§ Exercise brief: Say how many lines in the entries below have the word "คโฮม" in them, giving only the number.

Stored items
━━━━━━━━━━━━━━━━
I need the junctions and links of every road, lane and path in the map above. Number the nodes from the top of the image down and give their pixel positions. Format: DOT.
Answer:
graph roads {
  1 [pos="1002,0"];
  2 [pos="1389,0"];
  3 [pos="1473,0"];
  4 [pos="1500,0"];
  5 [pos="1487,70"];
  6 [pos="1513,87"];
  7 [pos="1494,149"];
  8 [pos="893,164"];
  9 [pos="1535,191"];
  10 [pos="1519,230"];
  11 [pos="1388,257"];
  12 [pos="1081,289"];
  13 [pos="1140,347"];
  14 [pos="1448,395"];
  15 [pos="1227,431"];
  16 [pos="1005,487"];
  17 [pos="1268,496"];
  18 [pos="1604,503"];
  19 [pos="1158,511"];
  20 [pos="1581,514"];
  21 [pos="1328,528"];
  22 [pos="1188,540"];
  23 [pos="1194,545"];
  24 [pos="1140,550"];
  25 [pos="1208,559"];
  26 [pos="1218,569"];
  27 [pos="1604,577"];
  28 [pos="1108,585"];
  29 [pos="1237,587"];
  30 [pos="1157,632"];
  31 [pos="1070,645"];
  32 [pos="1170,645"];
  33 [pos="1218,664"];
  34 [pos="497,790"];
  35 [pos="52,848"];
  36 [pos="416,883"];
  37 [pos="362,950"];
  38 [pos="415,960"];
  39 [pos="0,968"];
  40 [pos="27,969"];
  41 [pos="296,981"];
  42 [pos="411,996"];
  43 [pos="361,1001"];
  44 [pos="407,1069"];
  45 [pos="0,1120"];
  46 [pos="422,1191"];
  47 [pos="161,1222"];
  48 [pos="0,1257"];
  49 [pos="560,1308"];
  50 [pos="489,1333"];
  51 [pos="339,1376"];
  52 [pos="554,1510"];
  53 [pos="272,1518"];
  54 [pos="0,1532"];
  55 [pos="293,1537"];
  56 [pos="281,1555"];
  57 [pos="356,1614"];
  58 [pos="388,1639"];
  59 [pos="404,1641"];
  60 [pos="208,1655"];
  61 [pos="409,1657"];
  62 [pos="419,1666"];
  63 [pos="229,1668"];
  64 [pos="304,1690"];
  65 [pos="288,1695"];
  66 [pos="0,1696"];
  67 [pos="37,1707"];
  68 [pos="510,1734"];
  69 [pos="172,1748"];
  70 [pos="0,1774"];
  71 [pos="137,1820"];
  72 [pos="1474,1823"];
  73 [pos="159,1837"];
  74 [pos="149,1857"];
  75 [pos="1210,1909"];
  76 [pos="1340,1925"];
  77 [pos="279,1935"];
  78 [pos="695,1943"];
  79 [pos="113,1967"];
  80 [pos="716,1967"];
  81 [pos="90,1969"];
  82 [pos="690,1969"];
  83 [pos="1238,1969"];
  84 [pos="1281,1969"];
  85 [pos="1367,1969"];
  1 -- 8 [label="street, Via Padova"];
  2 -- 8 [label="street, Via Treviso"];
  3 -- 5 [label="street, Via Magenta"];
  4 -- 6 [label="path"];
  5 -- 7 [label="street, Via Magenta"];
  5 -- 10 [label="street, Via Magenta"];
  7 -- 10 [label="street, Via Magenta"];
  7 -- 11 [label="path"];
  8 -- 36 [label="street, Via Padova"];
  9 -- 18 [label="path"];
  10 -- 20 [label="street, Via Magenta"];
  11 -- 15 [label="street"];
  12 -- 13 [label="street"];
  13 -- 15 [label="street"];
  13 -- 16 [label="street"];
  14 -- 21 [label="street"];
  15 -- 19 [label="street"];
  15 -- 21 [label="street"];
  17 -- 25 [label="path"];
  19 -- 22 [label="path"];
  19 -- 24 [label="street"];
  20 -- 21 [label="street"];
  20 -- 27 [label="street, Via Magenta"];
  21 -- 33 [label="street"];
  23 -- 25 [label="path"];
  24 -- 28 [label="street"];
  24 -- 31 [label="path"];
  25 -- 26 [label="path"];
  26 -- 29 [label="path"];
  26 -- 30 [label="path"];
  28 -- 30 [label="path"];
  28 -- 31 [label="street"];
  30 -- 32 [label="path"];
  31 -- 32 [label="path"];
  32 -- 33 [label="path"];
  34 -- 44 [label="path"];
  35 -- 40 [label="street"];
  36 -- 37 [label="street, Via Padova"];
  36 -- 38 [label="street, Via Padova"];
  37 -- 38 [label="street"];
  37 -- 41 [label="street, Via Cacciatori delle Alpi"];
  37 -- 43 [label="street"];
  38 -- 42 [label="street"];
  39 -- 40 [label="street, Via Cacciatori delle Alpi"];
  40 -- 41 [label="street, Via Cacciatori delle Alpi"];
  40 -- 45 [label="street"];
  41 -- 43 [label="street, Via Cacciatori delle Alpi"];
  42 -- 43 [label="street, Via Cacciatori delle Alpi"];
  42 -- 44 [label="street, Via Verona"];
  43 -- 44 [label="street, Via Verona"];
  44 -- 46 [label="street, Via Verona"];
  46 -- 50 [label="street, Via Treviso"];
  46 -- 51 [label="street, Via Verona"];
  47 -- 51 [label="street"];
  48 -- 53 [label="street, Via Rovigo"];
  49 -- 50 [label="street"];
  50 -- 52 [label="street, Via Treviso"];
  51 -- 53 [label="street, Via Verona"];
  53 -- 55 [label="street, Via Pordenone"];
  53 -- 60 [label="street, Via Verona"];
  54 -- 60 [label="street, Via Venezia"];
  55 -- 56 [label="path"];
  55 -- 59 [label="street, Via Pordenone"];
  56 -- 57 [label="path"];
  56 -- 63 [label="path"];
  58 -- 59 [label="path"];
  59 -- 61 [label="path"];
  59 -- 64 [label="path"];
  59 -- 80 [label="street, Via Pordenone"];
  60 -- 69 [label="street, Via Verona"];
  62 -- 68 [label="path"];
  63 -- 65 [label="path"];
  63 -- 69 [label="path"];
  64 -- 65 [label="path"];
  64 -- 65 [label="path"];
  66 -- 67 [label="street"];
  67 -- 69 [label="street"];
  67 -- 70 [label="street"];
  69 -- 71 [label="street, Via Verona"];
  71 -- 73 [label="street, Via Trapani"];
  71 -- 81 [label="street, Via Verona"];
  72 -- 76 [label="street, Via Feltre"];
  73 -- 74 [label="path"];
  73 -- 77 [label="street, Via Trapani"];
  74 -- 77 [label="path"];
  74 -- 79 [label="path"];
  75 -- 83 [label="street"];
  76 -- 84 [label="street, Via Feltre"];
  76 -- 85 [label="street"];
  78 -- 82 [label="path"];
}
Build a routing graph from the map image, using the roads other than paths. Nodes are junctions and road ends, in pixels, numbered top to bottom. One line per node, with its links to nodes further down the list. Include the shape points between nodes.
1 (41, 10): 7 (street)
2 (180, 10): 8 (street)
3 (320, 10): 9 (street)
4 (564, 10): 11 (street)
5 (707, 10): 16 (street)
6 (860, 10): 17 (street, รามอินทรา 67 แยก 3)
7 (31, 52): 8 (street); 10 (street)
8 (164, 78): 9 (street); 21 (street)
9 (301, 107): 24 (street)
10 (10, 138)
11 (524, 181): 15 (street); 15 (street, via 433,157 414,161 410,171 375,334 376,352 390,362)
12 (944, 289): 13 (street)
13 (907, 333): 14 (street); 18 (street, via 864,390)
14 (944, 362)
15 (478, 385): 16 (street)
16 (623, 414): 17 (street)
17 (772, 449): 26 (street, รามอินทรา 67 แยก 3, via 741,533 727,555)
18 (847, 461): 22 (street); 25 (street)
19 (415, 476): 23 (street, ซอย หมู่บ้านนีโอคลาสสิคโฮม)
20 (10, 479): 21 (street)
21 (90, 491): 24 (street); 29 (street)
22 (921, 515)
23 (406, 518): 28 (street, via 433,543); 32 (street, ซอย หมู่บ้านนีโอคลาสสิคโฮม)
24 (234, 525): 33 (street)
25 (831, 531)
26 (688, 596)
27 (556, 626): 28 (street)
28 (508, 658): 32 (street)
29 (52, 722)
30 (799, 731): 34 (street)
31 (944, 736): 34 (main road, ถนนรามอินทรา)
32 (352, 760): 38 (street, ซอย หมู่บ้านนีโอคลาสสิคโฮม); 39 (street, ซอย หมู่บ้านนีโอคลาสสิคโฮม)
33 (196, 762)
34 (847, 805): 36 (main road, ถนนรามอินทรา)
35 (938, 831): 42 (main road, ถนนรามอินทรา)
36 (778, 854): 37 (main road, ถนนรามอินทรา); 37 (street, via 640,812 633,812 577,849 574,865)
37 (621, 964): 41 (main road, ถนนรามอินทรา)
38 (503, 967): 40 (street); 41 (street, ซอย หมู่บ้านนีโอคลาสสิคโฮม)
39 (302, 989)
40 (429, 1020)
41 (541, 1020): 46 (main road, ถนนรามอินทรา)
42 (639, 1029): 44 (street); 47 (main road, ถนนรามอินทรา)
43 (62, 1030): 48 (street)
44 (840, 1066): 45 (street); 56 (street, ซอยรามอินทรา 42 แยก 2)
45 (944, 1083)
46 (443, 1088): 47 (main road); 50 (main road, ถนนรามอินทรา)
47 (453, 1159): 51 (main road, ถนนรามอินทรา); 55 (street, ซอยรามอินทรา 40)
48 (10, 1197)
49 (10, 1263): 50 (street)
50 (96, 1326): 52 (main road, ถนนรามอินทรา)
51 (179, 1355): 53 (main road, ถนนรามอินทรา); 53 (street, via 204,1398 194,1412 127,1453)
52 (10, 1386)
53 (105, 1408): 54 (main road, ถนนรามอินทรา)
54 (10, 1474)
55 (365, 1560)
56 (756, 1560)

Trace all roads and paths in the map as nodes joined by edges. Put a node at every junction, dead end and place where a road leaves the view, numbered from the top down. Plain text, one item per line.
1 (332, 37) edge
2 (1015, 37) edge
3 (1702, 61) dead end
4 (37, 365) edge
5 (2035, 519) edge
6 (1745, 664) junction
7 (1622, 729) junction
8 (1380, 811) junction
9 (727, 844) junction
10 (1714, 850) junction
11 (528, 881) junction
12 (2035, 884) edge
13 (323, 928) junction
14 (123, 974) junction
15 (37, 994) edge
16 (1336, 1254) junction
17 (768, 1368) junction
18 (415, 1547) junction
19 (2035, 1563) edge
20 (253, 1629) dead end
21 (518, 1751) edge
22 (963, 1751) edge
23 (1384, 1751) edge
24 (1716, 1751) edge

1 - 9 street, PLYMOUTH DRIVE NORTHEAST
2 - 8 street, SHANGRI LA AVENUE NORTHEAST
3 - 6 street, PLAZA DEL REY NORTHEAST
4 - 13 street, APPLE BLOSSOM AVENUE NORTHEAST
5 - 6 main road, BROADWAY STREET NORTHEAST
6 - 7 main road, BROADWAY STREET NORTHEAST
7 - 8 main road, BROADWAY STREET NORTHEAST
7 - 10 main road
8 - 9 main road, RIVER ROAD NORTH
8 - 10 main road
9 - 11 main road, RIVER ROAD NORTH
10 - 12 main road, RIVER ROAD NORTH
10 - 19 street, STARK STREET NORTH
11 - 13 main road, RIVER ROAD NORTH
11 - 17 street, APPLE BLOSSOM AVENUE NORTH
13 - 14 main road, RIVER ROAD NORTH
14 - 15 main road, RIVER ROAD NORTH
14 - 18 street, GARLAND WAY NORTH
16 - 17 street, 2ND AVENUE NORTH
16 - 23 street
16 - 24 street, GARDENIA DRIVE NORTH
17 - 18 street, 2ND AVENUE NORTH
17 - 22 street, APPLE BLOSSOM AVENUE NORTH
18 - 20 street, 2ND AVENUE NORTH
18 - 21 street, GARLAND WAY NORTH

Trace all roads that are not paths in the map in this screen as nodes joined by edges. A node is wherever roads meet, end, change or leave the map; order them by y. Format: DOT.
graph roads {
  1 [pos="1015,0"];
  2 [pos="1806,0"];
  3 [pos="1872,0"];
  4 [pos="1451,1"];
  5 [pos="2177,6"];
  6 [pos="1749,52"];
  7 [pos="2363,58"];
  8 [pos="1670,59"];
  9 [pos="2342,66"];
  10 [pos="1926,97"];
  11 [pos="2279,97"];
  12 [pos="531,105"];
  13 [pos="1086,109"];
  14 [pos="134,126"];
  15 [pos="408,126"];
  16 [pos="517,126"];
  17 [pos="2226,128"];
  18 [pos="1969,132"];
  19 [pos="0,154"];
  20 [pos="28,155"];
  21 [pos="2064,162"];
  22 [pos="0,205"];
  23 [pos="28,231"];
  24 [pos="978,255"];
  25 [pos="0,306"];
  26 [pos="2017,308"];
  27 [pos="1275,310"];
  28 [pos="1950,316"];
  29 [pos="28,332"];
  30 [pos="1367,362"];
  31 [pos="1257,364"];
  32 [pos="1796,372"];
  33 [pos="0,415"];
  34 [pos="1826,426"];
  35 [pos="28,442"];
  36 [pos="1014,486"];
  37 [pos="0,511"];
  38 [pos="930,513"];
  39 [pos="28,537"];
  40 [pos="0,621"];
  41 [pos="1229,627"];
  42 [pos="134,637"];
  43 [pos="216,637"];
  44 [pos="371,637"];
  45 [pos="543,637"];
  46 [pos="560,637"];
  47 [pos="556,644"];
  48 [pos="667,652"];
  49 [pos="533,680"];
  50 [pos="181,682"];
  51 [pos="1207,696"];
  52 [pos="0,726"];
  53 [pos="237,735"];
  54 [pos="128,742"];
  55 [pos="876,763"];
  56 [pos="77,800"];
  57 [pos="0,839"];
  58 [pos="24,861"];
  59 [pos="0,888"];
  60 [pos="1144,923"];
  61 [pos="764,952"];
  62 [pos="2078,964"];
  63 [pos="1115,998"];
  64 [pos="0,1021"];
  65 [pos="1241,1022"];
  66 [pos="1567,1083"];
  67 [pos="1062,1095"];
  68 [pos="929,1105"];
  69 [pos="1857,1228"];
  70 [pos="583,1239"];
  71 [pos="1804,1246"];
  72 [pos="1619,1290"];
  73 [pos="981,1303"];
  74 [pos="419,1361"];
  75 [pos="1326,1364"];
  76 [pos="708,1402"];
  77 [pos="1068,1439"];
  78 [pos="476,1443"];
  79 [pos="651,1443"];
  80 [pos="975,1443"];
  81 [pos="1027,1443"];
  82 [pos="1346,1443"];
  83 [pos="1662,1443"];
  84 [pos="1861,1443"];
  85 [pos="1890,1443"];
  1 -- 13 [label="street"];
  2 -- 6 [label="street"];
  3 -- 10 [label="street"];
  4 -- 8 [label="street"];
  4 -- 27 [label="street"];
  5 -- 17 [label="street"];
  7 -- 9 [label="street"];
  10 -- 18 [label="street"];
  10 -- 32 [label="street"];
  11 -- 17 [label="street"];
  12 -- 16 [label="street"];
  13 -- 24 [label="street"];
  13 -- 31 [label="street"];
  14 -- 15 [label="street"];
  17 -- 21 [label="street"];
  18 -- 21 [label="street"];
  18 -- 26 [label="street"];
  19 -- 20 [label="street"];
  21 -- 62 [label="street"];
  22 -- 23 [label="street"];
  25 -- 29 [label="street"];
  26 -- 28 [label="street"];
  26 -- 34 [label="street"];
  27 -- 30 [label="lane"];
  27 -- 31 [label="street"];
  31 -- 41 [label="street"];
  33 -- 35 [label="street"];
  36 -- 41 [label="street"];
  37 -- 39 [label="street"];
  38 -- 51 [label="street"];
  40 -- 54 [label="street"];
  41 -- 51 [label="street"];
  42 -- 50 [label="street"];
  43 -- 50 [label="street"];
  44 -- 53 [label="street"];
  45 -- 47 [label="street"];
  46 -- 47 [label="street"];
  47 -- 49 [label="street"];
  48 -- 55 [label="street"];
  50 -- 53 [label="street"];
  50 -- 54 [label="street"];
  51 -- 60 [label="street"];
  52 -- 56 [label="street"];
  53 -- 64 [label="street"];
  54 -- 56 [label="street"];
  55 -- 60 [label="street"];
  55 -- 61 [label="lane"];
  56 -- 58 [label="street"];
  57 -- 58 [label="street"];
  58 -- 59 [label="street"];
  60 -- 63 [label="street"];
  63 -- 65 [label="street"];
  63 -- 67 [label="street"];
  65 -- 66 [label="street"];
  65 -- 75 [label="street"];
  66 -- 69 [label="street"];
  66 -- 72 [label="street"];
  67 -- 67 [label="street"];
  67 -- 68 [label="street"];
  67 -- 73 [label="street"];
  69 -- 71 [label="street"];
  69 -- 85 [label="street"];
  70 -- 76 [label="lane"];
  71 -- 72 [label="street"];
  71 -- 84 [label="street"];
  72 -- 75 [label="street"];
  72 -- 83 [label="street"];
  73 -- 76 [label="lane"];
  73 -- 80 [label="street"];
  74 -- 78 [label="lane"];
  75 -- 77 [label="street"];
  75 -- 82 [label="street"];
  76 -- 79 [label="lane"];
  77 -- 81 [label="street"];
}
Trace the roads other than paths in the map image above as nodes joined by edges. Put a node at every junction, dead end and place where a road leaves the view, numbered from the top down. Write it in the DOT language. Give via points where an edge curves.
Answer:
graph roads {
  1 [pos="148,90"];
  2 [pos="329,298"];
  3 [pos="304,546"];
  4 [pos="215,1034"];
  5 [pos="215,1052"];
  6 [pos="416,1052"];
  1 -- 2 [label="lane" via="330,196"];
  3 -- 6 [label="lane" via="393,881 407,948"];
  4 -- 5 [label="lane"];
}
━━━━━━━━━━━━━━━━
§ Exercise solution: 4